Un hombre oriundo de la localidad santafesina de La Gallareta, fue detenido este miércoles por producción, distribución y publicación de imágenes pornográficas que involucran a menores de edad. Se trata de Guillermo Ramón Rodolfo L., de 36 años, quien fue acusado por el fiscal Nicolás Maglier.

Es la segunda vez en dos semanas que una investigación internacional por tráfico de fotos y videos con pornografía infantil llega a la provincia de Santa Fe. Al imputado “se le secuestraron alrededor de 20 mil videos que menoscaban la integridad sexual de menores de edad”, indicó el fiscal Maglier.
El caso
Todo comenzó con un llamado del Ministerio Público Fiscal de la Ciudad Autónoma de Buenos Aires que alertó a sus pares santafesinos respecto a que, según un reporte internacional, desde un IP _conjunto de números, únicos e irrepetibles, que identifica a un dispositivo con la capacidad de conectarse a internet_ de una computadora ubicada en La Gallareta se compartían archivos con pornografía infantil. Esa información ”se constató por intermedio de empresas proveedoras de servicios de acceso a Internet, que los ilícitos habían sido perpetrados tal como indicaba el informe”, según explicó el fiscal Maglier, y así se logró la detención del quiosquero Guillermo Ramón Rodolfo L., de 36 años.
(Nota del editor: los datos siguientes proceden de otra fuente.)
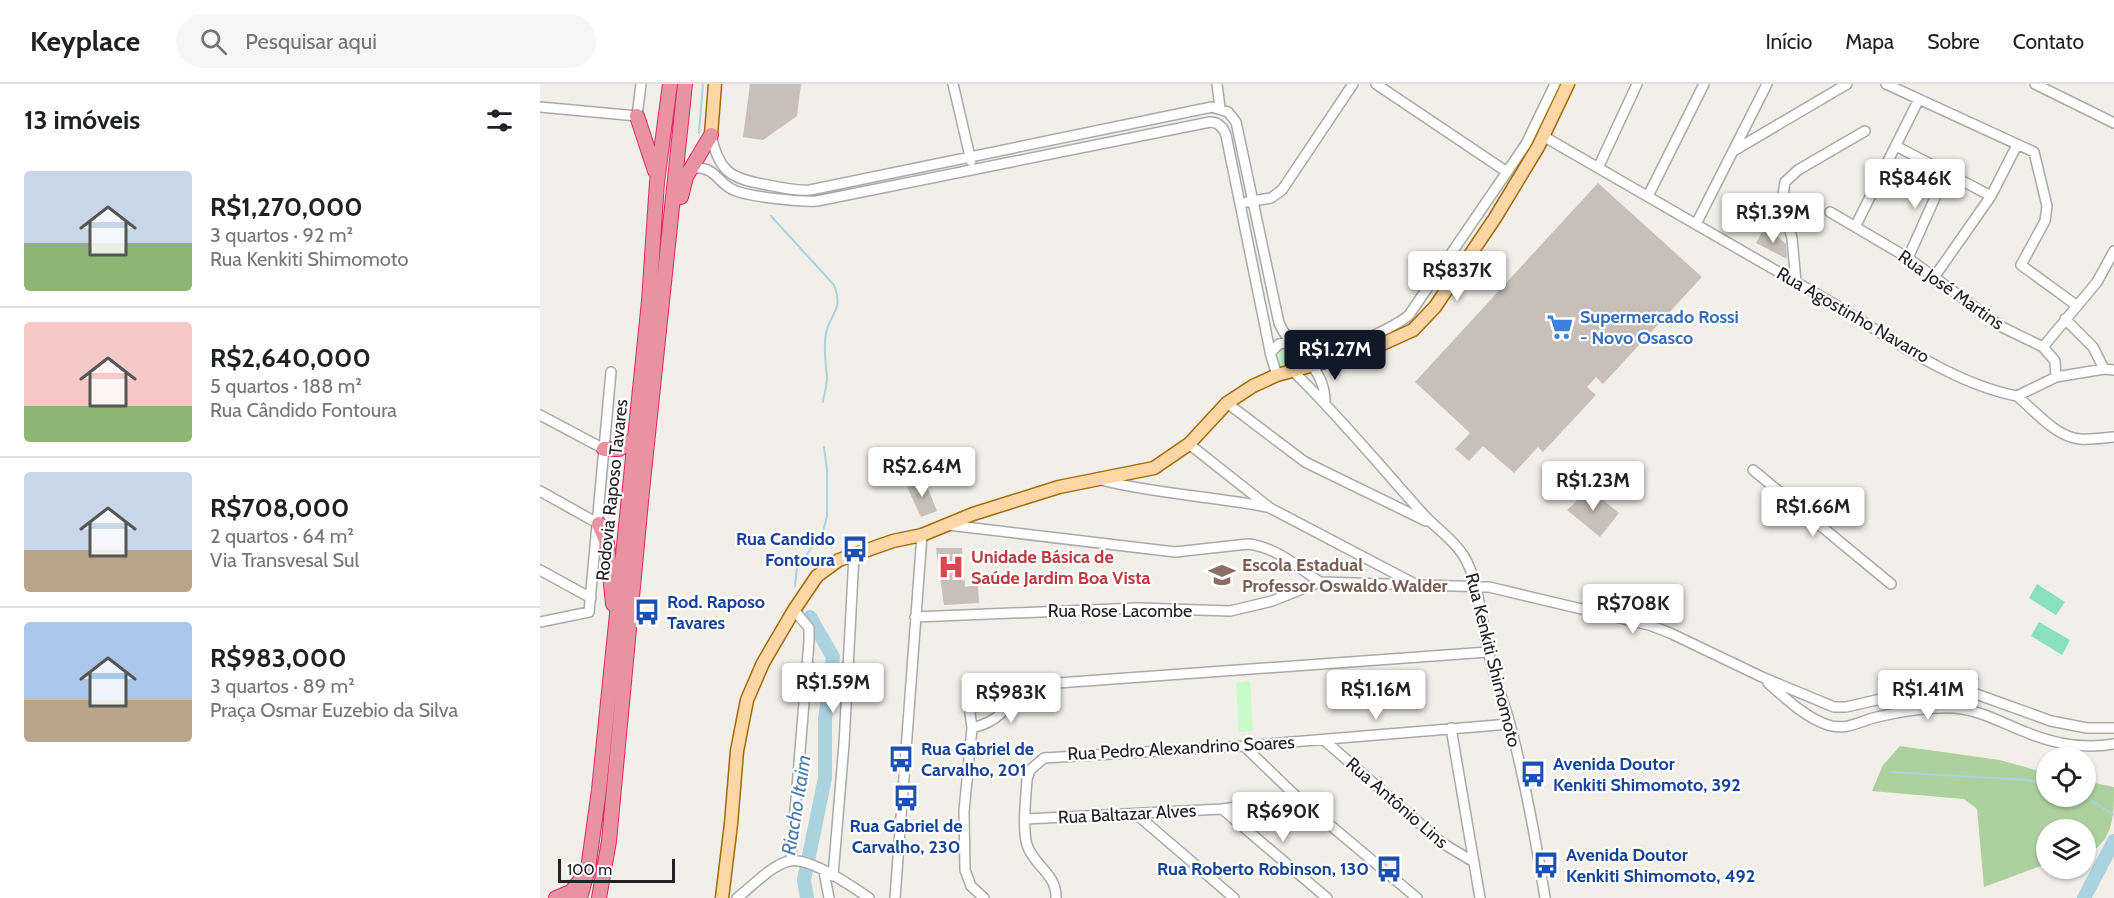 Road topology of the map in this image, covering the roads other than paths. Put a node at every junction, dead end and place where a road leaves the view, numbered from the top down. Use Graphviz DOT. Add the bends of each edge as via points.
graph roads {
  1 [pos="641,84"];
  2 [pos="670,84"];
  3 [pos="685,84"];
  4 [pos="715,84"];
  5 [pos="953,84"];
  6 [pos="1217,84"];
  7 [pos="1353,84"];
  8 [pos="1376,84"];
  9 [pos="1555,84"];
  10 [pos="1568,84"];
  11 [pos="1637,84"];
  12 [pos="1704,84"];
  13 [pos="1767,84"];
  14 [pos="1847,84"];
  15 [pos="1886,84"];
  16 [pos="2035,84"];
  17 [pos="1919,99"];
  18 [pos="540,107"];
  19 [pos="1221,108"];
  20 [pos="637,116"];
  21 [pos="2114,123"];
  22 [pos="1865,131"];
  23 [pos="711,135"];
  24 [pos="1544,136"];
  25 [pos="1037,143"];
  26 [pos="2018,145"];
  27 [pos="1896,146"];
  28 [pos="1734,150"];
  29 [pos="1040,155"];
  30 [pos="970,157"];
  31 [pos="692,168"];
  32 [pos="1598,168"];
  33 [pos="973,169"];
  34 [pos="1507,172"];
  35 [pos="1946,172"];
  36 [pos="730,174"];
  37 [pos="864,180"];
  38 [pos="657,182"];
  39 [pos="727,186"];
  40 [pos="865,191"];
  41 [pos="1648,196"];
  42 [pos="1990,196"];
  43 [pos="1253,201"];
  44 [pos="1240,204"];
  45 [pos="1830,212"];
  46 [pos="1696,224"];
  47 [pos="1856,227"];
  48 [pos="670,229"];
  49 [pos="2114,251"];
  50 [pos="1908,258"];
  51 [pos="1935,276"];
  52 [pos="1796,282"];
  53 [pos="2076,305"];
  54 [pos="2066,318"];
  55 [pos="1293,345"];
  56 [pos="2043,347"];
  57 [pos="1270,352"];
  58 [pos="1315,366"];
  59 [pos="2109,370"];
  60 [pos="1293,371"];
  61 [pos="611,372"];
  62 [pos="1277,375"];
  63 [pos="2056,377"];
  64 [pos="2018,396"];
  65 [pos="1325,402"];
  66 [pos="1227,403"];
  67 [pos="540,415"];
  68 [pos="2114,437"];
  69 [pos="636,438"];
  70 [pos="1189,444"];
  71 [pos="604,449"];
  72 [pos="1149,470"];
  73 [pos="1753,470"];
  74 [pos="1095,479"];
  75 [pos="1233,481"];
  76 [pos="1148,489"];
  77 [pos="540,491"];
  78 [pos="1228,499"];
  79 [pos="1270,508"];
  80 [pos="973,514"];
  81 [pos="1431,523"];
  82 [pos="599,524"];
  83 [pos="948,525"];
  84 [pos="991,529"];
  85 [pos="922,535"];
  86 [pos="855,555"];
  87 [pos="540,570"];
  88 [pos="1320,582"];
  89 [pos="1891,584"];
  90 [pos="1418,585"];
  91 [pos="1476,585"];
  92 [pos="591,598"];
  93 [pos="617,610"];
  94 [pos="794,610"];
  95 [pos="915,617"];
  96 [pos="540,622"];
  97 [pos="1488,652"];
  98 [pos="1762,677"];
  99 [pos="1014,686"];
  100 [pos="1881,698"];
  101 [pos="1846,706"];
  102 [pos="1875,718"];
  103 [pos="1510,724"];
  104 [pos="1845,727"];
  105 [pos="972,728"];
  106 [pos="1451,728"];
  107 [pos="2112,728"];
  108 [pos="1324,740"];
  109 [pos="2110,745"];
  110 [pos="1244,746"];
  111 [pos="1299,799"];
  112 [pos="1222,809"];
  113 [pos="1136,814"];
  114 [pos="1026,819"];
  115 [pos="795,861"];
  116 [pos="1474,862"];
  117 [pos="588,869"];
  118 [pos="829,874"];
  119 [pos="556,898"];
  120 [pos="580,898"];
  121 [pos="599,898"];
  122 [pos="722,898"];
  123 [pos="738,898"];
  124 [pos="829,898"];
  125 [pos="869,898"];
  126 [pos="895,898"];
  127 [pos="984,898"];
  128 [pos="1056,898"];
  129 [pos="1234,898"];
  130 [pos="1327,898"];
  131 [pos="1417,898"];
  132 [pos="1480,898"];
  133 [pos="1545,898"];
  1 -- 20 [label="street"];
  2 -- 38 [label="highway, Rodovia Raposo Tavares"];
  3 -- 48 [label="highway, Rodovia Raposo Tavares"];
  4 -- 23 [label="main road"];
  5 -- 30 [label="street"];
  6 -- 19 [label="street"];
  7 -- 43 [label="street" via="1285,187 1271,198"];
  8 -- 34 [label="street"];
  9 -- 34 [label="street" via="1526,144"];
  10 -- 24 [label="main road"];
  11 -- 32 [label="street"];
  12 -- 41 [label="street"];
  13 -- 28 [label="street"];
  14 -- 28 [label="street"];
  15 -- 17 [label="street"];
  16 -- 21 [label="street"];
  17 -- 26 [label="street"];
  17 -- 27 [label="street"];
  18 -- 20 [label="street"];
  19 -- 25 [label="street"];
  19 -- 43 [label="street" via="1236,122"];
  20 -- 38 [label="highway"];
  22 -- 52 [label="street" via="1798,170 1785,182 1782,202 1792,238"];
  23 -- 31 [label="highway"];
  23 -- 36 [label="street" via="717,159"];
  24 -- 32 [label="street, Rua Agostinho Navarro"];
  24 -- 58 [label="main road" via="1496,218 1424,320 1398,339"];
  25 -- 29 [label="street"];
  25 -- 30 [label="street"];
  26 -- 42 [label="street"];
  26 -- 53 [label="street" via="2034,152 2047,206 2046,222 2022,265"];
  27 -- 35 [label="street"];
  27 -- 47 [label="street"];
  28 -- 46 [label="street"];
  29 -- 33 [label="street"];
  29 -- 44 [label="street" via="1216,123 1226,135"];
  30 -- 33 [label="street"];
  30 -- 37 [label="street"];
  31 -- 39 [label="street" via="709,170"];
  31 -- 48 [label="highway" via="682,186 677,223"];
  32 -- 41 [label="street, Rua Agostinho Navarro"];
  33 -- 40 [label="street"];
  34 -- 55 [label="street" via="1404,320 1335,351 1319,352"];
  35 -- 42 [label="street"];
  35 -- 50 [label="street"];
  36 -- 37 [label="street" via="742,181 803,190"];
  36 -- 39 [label="street"];
  37 -- 40 [label="street"];
  38 -- 69 [label="highway, Rodovia Raposo Tavares"];
  39 -- 40 [label="street" via="737,192 803,201"];
  41 -- 46 [label="street, Rua Agostinho Navarro"];
  42 -- 51 [label="street"];
  43 -- 44 [label="street"];
  43 -- 55 [label="street" via="1276,315"];
  44 -- 57 [label="street"];
  45 -- 47 [label="street, Rua José Martins"];
  46 -- 52 [label="street, Rua Agostinho Navarro"];
  47 -- 50 [label="street, Rua José Martins"];
  48 -- 121 [label="highway, Rodovia Raposo Tavares" via="609,841"];
  49 -- 53 [label="street" via="2104,272"];
  50 -- 51 [label="street, Rua José Martins"];
  51 -- 56 [label="street, Rua José Martins" via="2002,327"];
  52 -- 64 [label="street, Rua Agostinho Navarro" via="1908,350 1985,386"];
  53 -- 54 [label="street"];
  54 -- 56 [label="street"];
  54 -- 59 [label="street"];
  55 -- 57 [label="street" via="1279,344"];
  55 -- 58 [label="street"];
  56 -- 63 [label="street" via="2055,361"];
  57 -- 62 [label="street"];
  58 -- 60 [label="main road"];
  58 -- 65 [label="street, Rua Kenkiti Shimomoto"];
  59 -- 63 [label="street"];
  60 -- 62 [label="main road"];
  60 -- 65 [label="street, Rua Kenkiti Shimomoto"];
  61 -- 71 [label="street"];
  62 -- 66 [label="main road"];
  63 -- 64 [label="street"];
  64 -- 68 [label="street" via="2055,429 2073,438"];
  65 -- 81 [label="street, Rua Kenkiti Shimomoto"];
  66 -- 70 [label="main road"];
  66 -- 81 [label="street" via="1305,462"];
  67 -- 71 [label="street"];
  69 -- 71 [label="highway" via="619,449"];
  69 -- 93 [label="highway, Rodovia Raposo Tavares"];
  70 -- 72 [label="main road"];
  70 -- 75 [label="street"];
  71 -- 82 [label="street"];
  72 -- 74 [label="main road"];
  72 -- 76 [label="street" via="1145,480"];
  73 -- 89 [label="street"];
  74 -- 76 [label="street"];
  74 -- 80 [label="main road"];
  75 -- 78 [label="street"];
  75 -- 79 [label="street"];
  76 -- 78 [label="street"];
  77 -- 82 [label="street"];
  78 -- 79 [label="street"];
  79 -- 90 [label="street"];
  80 -- 83 [label="main road"];
  80 -- 84 [label="street"];
  81 -- 91 [label="street, Rua Kenkiti Shimomoto" via="1464,556"];
  82 -- 92 [label="street"];
  82 -- 93 [label="highway" via="607,543 611,600"];
  83 -- 84 [label="street"];
  83 -- 85 [label="main road"];
  84 -- 88 [label="street" via="1175,552 1259,545"];
  85 -- 86 [label="main road"];
  85 -- 95 [label="street"];
  86 -- 94 [label="main road" via="839,560 816,576"];
  86 -- 118 [label="street" via="844,744"];
  87 -- 92 [label="street"];
  88 -- 90 [label="street"];
  88 -- 95 [label="street, Rua Rose Lacombe" via="1230,611 1126,608"];
  90 -- 91 [label="street"];
  91 -- 97 [label="street, Rua Kenkiti Shimomoto"];
  91 -- 98 [label="street" via="1649,625"];
  92 -- 96 [label="street" via="589,613"];
  93 -- 117 [label="highway, Rodovia Raposo Tavares"];
  94 -- 115 [label="street" via="809,628"];
  94 -- 122 [label="main road" via="763,663 741,723"];
  95 -- 126 [label="street"];
  97 -- 99 [label="street"];
  97 -- 103 [label="street, Rua Kenkiti Shimomoto"];
  98 -- 101 [label="street" via="1826,705"];
  98 -- 104 [label="street" via="1818,720"];
  99 -- 105 [label="street" via="1004,712"];
  99 -- 105 [label="street" via="980,692 970,713"];
  100 -- 101 [label="street"];
  100 -- 102 [label="street"];
  100 -- 107 [label="street" via="1930,690 1965,690 2050,721"];
  101 -- 104 [label="street"];
  102 -- 104 [label="street"];
  102 -- 109 [label="street" via="1929,707 1958,708 2042,738 2082,746"];
  103 -- 106 [label="street, Rua Pedro Alexandrino Soares"];
  103 -- 133 [label="street, Rua Kenkiti Shimomoto"];
  105 -- 127 [label="street" via="964,811 965,870 971,886"];
  106 -- 108 [label="street, Rua Pedro Alexandrino Soares"];
  106 -- 116 [label="street"];
  107 -- 109 [label="street"];
  108 -- 110 [label="street, Rua Pedro Alexandrino Soares"];
  108 -- 116 [label="street, Rua Antônio Lins" via="1442,843"];
  110 -- 111 [label="street"];
  110 -- 114 [label="street, Rua Pedro Alexandrino Soares" via="1044,758 1026,779"];
  111 -- 112 [label="street, Rua Baltazar Alves"];
  111 -- 131 [label="street"];
  112 -- 113 [label="street, Rua Baltazar Alves"];
  112 -- 130 [label="street"];
  113 -- 114 [label="street, Rua Baltazar Alves"];
  113 -- 129 [label="street"];
  114 -- 128 [label="street, Rua Pedro Alexandrino Soares" via="1028,847 1056,885"];
  115 -- 118 [label="street"];
  115 -- 123 [label="street" via="778,866"];
  116 -- 132 [label="street"];
  117 -- 119 [label="highway" via="571,892"];
  117 -- 120 [label="highway, Rodovia Raposo Tavares"];
  118 -- 124 [label="street"];
  118 -- 125 [label="street"];
} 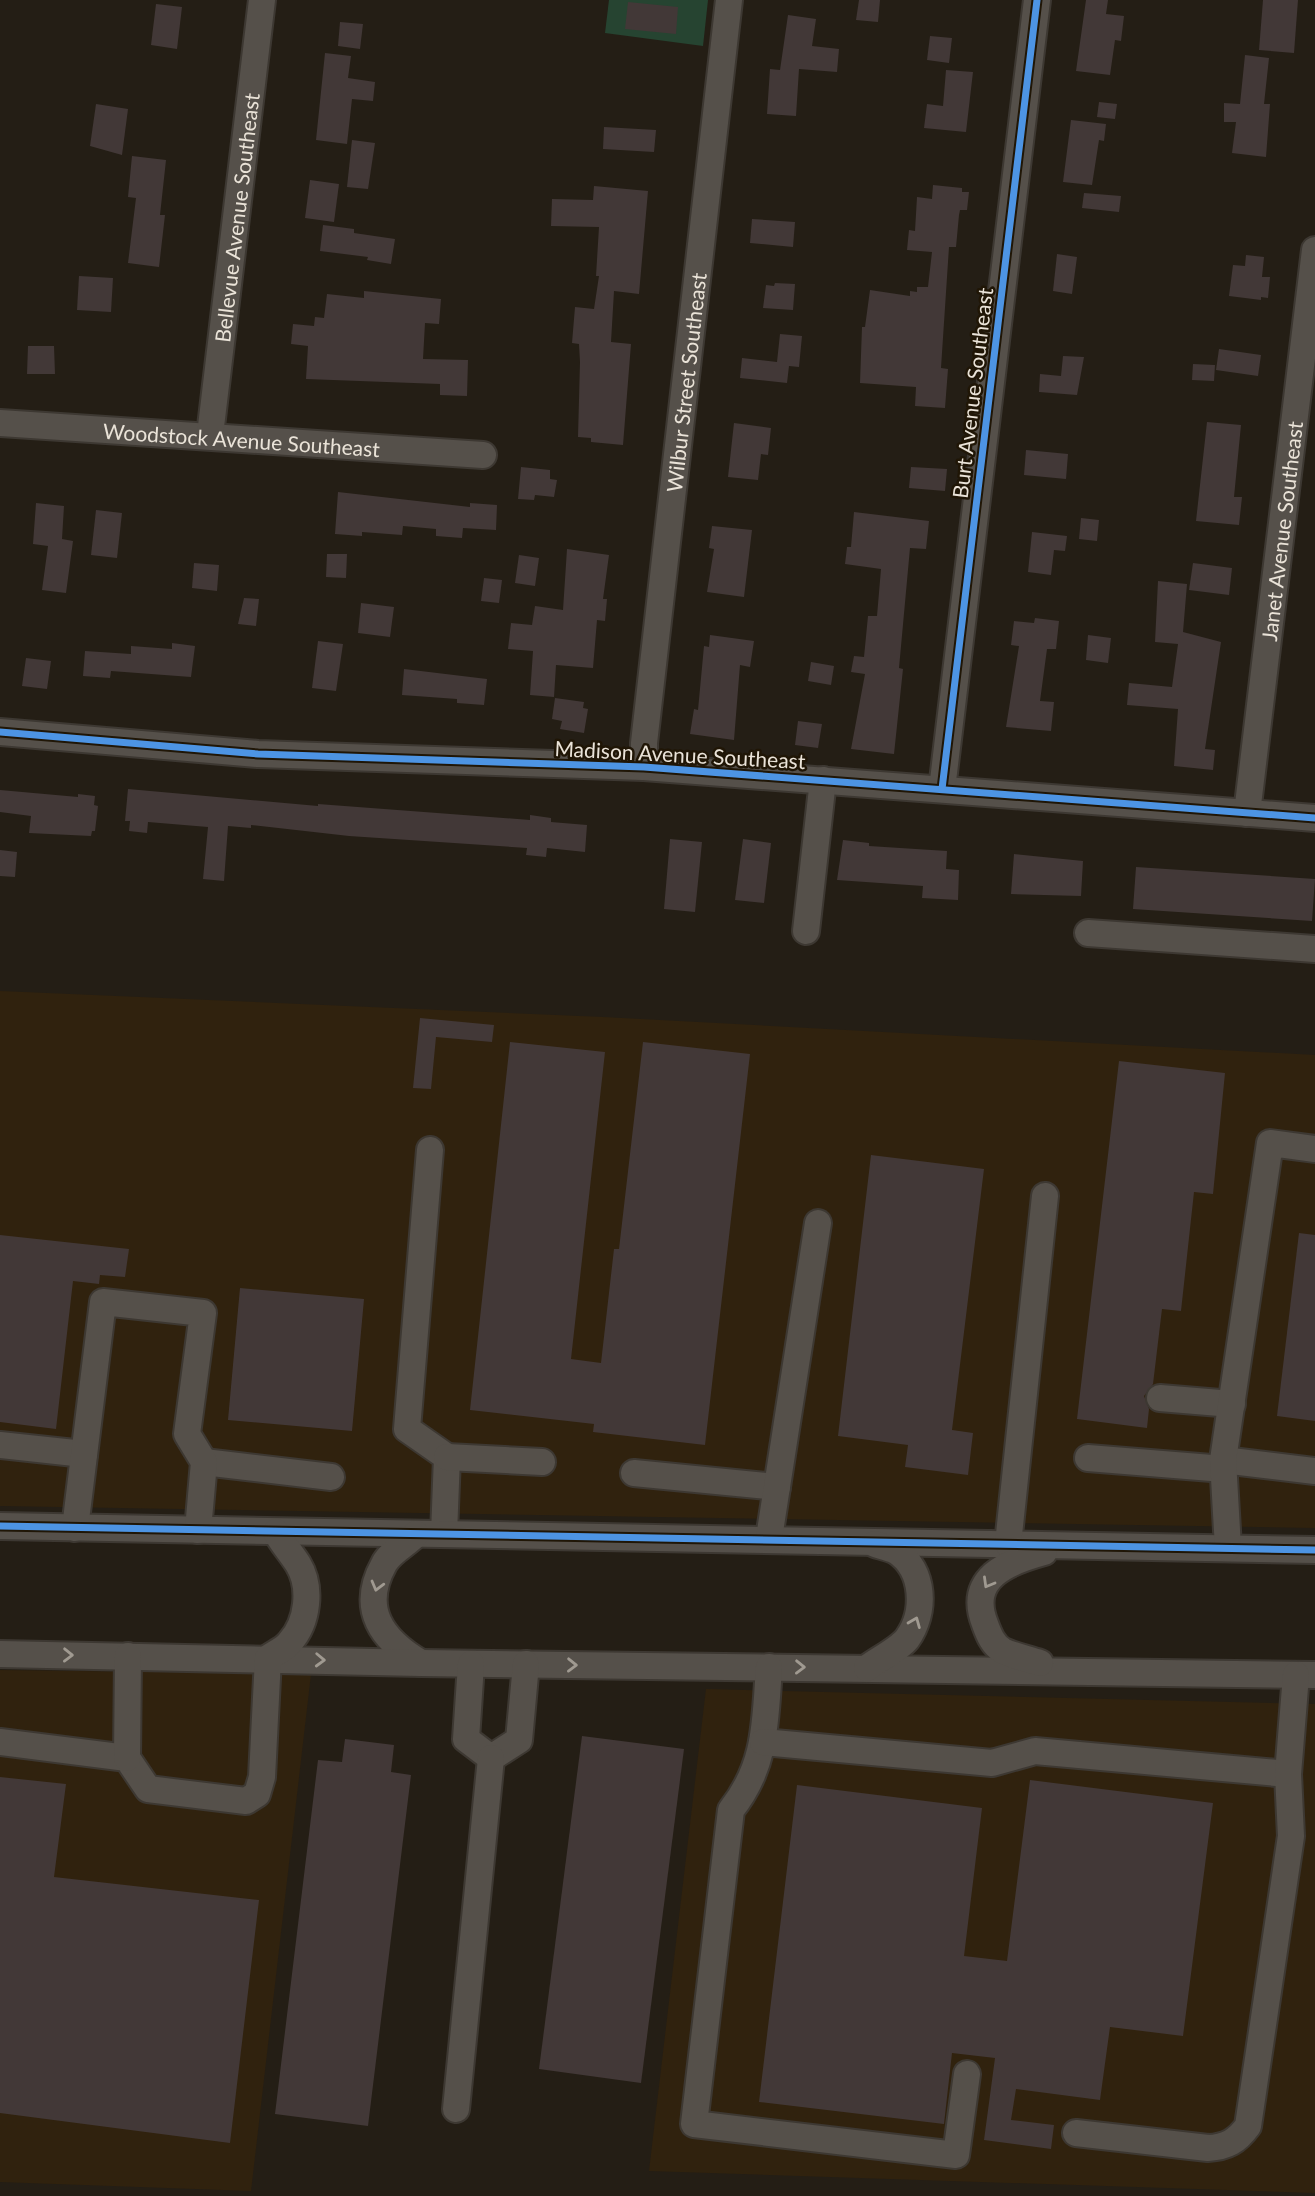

La Gallareta es una pequeña localidad norteña ubicada a unos 35 kilómetros de la ciudad de Vera y a 420 kilómetros de Rosario. La localidad está ubicada en la zona denominada cuña boscosa santafesina y corresponde a una lugar de baja densidad poblacional y escaso desarrollo productivo.
El detenido
Guillermo Ramón Rodolfo L. es conocido por tener un quiosco con venta de pasajes de colectivos de media y larga distancia. El fin de semana en los tribunales de Vera escuchó en la voz del fiscal Maglier y ante el juez rosarino Gonzalo Basualdo la acusación. “El imputado publicaba y distribuía pornografía infantil a través las redes sociales WhatsApp, Telegram y Facebook”, dijo en acusador. “Se secuestraron en poder del hombre investigado alrededor de 20 mil videos que menoscaban la integridad sexual de menores de edad”, explicó el funcionario. “Estos materiales audiovisuales eran compartidos a otras personas en el marco de lo que conformaría una red de distribución de pornografía infantil que traspone los límites territoriales de Argentina”, puntualizó.
Maglier dijo: “El imputado también distribuía imágenes y videos con actos sexuales propios y fomentaba con su conducta la participación de menores de edad”. Y explicó que “de esta manera distorsionaba el libre y normal desarrollo sexual de las víctimas”. Según un parte de prensa distribuido por el área de prensa de la Fiscalía Regional Primera, el fiscal destacó “el trabajo en conjunto que se realizó con el Ministerio Público Fiscal de la Ciudad Autónoma de Buenos Aires”. El fiscal especificó en la audiencia las tareas realizadas por el MPA y sostuvo que “se siguió el Protocolo de intervención urgente y colaboración recíproca en caso de detección de uso de pornografía infantil en Internet”. Y añadió que “consiste en la remisión directa de la investigación al punto de contacto en la provincia que tiene la competencia territorial. En este caso es el prosecretario de la Unidad Fiscal Vera, Fernando Ibáñez”.
El fiscal explicó que “el imputado es investigado como autor del delito de producción, distribución y publicación de imágenes pornográficas de menores de edad en un número indeterminado de veces”. Además, agregó que “se le atribuyó el delito de promoción y facilitación de la corrupción de menores”. También aclaró que las dos calificaciones penales fueron atribuidas de forma agravada ya que gran parte de las imágenes y los videos son de personas menores de 13 años”.
Maglier sostuvo que “el juez consideró que estaban dadas las condiciones de admisibilidad para imponer la prisión preventiva sin plazos”. Además, precisó: “El magistrado valoró las evidencias que presentamos, que incluyen el peritaje de elementos informáticos y de celulares que dan cuenta del accionar delictivo que intentamos probar”. El juez Basualdo dejó bajo prisión preventiva al quiosquero de La Gallareta por el plazo de ley. Es decir, al menos dos años hasta la realización de un juicio oral y público o la realización de un proceso abreviado.